> [Problem]
Working from the records beneath this line, reproduce each one exactly.

> [Data for this exercise]
═══

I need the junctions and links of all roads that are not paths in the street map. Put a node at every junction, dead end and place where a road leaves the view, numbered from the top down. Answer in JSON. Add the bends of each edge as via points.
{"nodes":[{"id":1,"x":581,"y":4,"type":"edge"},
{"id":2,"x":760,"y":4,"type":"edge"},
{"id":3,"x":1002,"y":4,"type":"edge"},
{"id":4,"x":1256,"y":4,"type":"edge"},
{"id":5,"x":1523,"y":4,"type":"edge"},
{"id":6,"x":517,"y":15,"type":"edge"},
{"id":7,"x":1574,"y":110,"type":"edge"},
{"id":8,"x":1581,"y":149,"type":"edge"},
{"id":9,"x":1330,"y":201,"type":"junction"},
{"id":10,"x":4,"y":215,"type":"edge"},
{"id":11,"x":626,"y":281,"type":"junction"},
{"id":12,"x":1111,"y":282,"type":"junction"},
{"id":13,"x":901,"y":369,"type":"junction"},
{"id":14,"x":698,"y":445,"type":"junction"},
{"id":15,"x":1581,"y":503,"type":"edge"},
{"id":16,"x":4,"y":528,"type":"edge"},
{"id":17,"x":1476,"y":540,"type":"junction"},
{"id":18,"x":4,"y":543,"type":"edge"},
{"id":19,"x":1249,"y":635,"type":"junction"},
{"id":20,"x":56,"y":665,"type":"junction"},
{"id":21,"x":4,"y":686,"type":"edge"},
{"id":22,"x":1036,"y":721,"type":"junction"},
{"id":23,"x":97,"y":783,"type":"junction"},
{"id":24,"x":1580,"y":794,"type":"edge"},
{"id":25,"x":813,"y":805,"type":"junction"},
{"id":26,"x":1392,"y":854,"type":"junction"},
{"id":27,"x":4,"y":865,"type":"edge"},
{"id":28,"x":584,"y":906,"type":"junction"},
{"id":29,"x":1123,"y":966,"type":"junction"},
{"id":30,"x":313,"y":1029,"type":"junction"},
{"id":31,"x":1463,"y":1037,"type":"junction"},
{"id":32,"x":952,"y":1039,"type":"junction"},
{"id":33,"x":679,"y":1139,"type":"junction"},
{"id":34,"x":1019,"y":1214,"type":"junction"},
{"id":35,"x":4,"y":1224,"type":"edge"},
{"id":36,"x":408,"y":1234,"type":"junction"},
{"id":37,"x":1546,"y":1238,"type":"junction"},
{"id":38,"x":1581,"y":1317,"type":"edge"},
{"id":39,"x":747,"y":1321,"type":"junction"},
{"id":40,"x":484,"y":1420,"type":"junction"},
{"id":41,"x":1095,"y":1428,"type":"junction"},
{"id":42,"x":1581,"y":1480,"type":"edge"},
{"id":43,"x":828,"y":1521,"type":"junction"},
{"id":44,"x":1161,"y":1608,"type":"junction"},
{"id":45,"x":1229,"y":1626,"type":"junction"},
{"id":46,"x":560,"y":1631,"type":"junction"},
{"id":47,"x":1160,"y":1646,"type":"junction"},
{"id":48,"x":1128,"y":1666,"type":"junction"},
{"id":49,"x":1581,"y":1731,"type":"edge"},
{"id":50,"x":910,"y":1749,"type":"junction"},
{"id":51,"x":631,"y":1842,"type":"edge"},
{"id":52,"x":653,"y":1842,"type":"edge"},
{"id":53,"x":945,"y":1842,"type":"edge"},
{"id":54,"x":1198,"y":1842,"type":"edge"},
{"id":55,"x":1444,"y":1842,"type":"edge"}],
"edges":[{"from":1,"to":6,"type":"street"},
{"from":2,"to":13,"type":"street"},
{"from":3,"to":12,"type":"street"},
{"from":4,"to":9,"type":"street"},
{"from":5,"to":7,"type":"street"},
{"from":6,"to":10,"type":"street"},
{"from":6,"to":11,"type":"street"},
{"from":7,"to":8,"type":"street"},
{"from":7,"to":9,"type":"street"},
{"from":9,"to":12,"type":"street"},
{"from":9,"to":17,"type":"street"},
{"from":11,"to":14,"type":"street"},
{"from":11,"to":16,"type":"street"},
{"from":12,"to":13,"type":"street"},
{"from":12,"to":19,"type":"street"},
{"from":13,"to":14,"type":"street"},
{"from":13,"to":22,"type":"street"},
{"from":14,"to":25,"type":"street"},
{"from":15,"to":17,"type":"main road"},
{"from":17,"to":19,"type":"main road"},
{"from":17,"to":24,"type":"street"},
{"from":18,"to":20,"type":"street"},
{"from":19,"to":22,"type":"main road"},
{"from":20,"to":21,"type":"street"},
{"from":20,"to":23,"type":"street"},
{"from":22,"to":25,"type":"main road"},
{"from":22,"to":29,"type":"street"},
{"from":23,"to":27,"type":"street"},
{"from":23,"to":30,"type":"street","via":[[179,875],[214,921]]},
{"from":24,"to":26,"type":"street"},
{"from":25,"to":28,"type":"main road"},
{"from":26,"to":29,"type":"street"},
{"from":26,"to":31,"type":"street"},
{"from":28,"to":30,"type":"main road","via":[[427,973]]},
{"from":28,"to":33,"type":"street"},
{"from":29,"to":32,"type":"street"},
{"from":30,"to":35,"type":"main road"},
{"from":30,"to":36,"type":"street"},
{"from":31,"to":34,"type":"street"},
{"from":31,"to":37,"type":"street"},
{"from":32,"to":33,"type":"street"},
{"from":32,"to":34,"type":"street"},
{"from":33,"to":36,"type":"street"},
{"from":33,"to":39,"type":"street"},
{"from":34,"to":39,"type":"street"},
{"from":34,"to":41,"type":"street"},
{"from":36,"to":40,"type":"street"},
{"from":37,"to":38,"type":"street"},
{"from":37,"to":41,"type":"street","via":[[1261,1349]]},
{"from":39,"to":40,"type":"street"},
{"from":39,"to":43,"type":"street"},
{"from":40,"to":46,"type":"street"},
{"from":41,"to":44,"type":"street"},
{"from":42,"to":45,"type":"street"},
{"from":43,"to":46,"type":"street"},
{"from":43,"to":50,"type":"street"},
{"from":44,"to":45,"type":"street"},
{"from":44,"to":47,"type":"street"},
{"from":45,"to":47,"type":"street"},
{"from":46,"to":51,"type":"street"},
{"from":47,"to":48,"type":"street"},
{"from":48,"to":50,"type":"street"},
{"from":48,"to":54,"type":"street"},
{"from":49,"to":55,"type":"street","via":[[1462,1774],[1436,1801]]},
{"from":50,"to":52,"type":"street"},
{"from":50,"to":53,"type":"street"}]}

═══

> [Solution for this task]
I need the junctions and links of all roads that are not paths in the street map. Put a node at every junction, dead end and place where a road leaves the view, numbered from the top down. Answer in JSON. Add the bends of each edge as via points.
{"nodes":[{"id":1,"x":581,"y":4,"type":"edge"},
{"id":2,"x":760,"y":4,"type":"edge"},
{"id":3,"x":1002,"y":4,"type":"edge"},
{"id":4,"x":1256,"y":4,"type":"edge"},
{"id":5,"x":1523,"y":4,"type":"edge"},
{"id":6,"x":517,"y":15,"type":"edge"},
{"id":7,"x":1574,"y":110,"type":"edge"},
{"id":8,"x":1581,"y":149,"type":"edge"},
{"id":9,"x":1330,"y":201,"type":"junction"},
{"id":10,"x":4,"y":215,"type":"edge"},
{"id":11,"x":626,"y":281,"type":"junction"},
{"id":12,"x":1111,"y":282,"type":"junction"},
{"id":13,"x":901,"y":369,"type":"junction"},
{"id":14,"x":698,"y":445,"type":"junction"},
{"id":15,"x":1581,"y":503,"type":"edge"},
{"id":16,"x":4,"y":528,"type":"edge"},
{"id":17,"x":1476,"y":540,"type":"junction"},
{"id":18,"x":4,"y":543,"type":"edge"},
{"id":19,"x":1249,"y":635,"type":"junction"},
{"id":20,"x":56,"y":665,"type":"junction"},
{"id":21,"x":4,"y":686,"type":"edge"},
{"id":22,"x":1036,"y":721,"type":"junction"},
{"id":23,"x":97,"y":783,"type":"junction"},
{"id":24,"x":1580,"y":794,"type":"edge"},
{"id":25,"x":813,"y":805,"type":"junction"},
{"id":26,"x":1392,"y":854,"type":"junction"},
{"id":27,"x":4,"y":865,"type":"edge"},
{"id":28,"x":584,"y":906,"type":"junction"},
{"id":29,"x":1123,"y":966,"type":"junction"},
{"id":30,"x":313,"y":1029,"type":"junction"},
{"id":31,"x":1463,"y":1037,"type":"junction"},
{"id":32,"x":952,"y":1039,"type":"junction"},
{"id":33,"x":679,"y":1139,"type":"junction"},
{"id":34,"x":1019,"y":1214,"type":"junction"},
{"id":35,"x":4,"y":1224,"type":"edge"},
{"id":36,"x":408,"y":1234,"type":"junction"},
{"id":37,"x":1546,"y":1238,"type":"junction"},
{"id":38,"x":1581,"y":1317,"type":"edge"},
{"id":39,"x":747,"y":1321,"type":"junction"},
{"id":40,"x":484,"y":1420,"type":"junction"},
{"id":41,"x":1095,"y":1428,"type":"junction"},
{"id":42,"x":1581,"y":1480,"type":"edge"},
{"id":43,"x":828,"y":1521,"type":"junction"},
{"id":44,"x":1161,"y":1608,"type":"junction"},
{"id":45,"x":1229,"y":1626,"type":"junction"},
{"id":46,"x":560,"y":1631,"type":"junction"},
{"id":47,"x":1160,"y":1646,"type":"junction"},
{"id":48,"x":1128,"y":1666,"type":"junction"},
{"id":49,"x":1581,"y":1731,"type":"edge"},
{"id":50,"x":910,"y":1749,"type":"junction"},
{"id":51,"x":631,"y":1842,"type":"edge"},
{"id":52,"x":653,"y":1842,"type":"edge"},
{"id":53,"x":945,"y":1842,"type":"edge"},
{"id":54,"x":1198,"y":1842,"type":"edge"},
{"id":55,"x":1444,"y":1842,"type":"edge"}],
"edges":[{"from":1,"to":6,"type":"street"},
{"from":2,"to":13,"type":"street"},
{"from":3,"to":12,"type":"street"},
{"from":4,"to":9,"type":"street"},
{"from":5,"to":7,"type":"street"},
{"from":6,"to":10,"type":"street"},
{"from":6,"to":11,"type":"street"},
{"from":7,"to":8,"type":"street"},
{"from":7,"to":9,"type":"street"},
{"from":9,"to":12,"type":"street"},
{"from":9,"to":17,"type":"street"},
{"from":11,"to":14,"type":"street"},
{"from":11,"to":16,"type":"street"},
{"from":12,"to":13,"type":"street"},
{"from":12,"to":19,"type":"street"},
{"from":13,"to":14,"type":"street"},
{"from":13,"to":22,"type":"street"},
{"from":14,"to":25,"type":"street"},
{"from":15,"to":17,"type":"main road"},
{"from":17,"to":19,"type":"main road"},
{"from":17,"to":24,"type":"street"},
{"from":18,"to":20,"type":"street"},
{"from":19,"to":22,"type":"main road"},
{"from":20,"to":21,"type":"street"},
{"from":20,"to":23,"type":"street"},
{"from":22,"to":25,"type":"main road"},
{"from":22,"to":29,"type":"street"},
{"from":23,"to":27,"type":"street"},
{"from":23,"to":30,"type":"street","via":[[179,875],[214,921]]},
{"from":24,"to":26,"type":"street"},
{"from":25,"to":28,"type":"main road"},
{"from":26,"to":29,"type":"street"},
{"from":26,"to":31,"type":"street"},
{"from":28,"to":30,"type":"main road","via":[[427,973]]},
{"from":28,"to":33,"type":"street"},
{"from":29,"to":32,"type":"street"},
{"from":30,"to":35,"type":"main road"},
{"from":30,"to":36,"type":"street"},
{"from":31,"to":34,"type":"street"},
{"from":31,"to":37,"type":"street"},
{"from":32,"to":33,"type":"street"},
{"from":32,"to":34,"type":"street"},
{"from":33,"to":36,"type":"street"},
{"from":33,"to":39,"type":"street"},
{"from":34,"to":39,"type":"street"},
{"from":34,"to":41,"type":"street"},
{"from":36,"to":40,"type":"street"},
{"from":37,"to":38,"type":"street"},
{"from":37,"to":41,"type":"street","via":[[1261,1349]]},
{"from":39,"to":40,"type":"street"},
{"from":39,"to":43,"type":"street"},
{"from":40,"to":46,"type":"street"},
{"from":41,"to":44,"type":"street"},
{"from":42,"to":45,"type":"street"},
{"from":43,"to":46,"type":"street"},
{"from":43,"to":50,"type":"street"},
{"from":44,"to":45,"type":"street"},
{"from":44,"to":47,"type":"street"},
{"from":45,"to":47,"type":"street"},
{"from":46,"to":51,"type":"street"},
{"from":47,"to":48,"type":"street"},
{"from":48,"to":50,"type":"street"},
{"from":48,"to":54,"type":"street"},
{"from":49,"to":55,"type":"street","via":[[1462,1774],[1436,1801]]},
{"from":50,"to":52,"type":"street"},
{"from":50,"to":53,"type":"street"}]}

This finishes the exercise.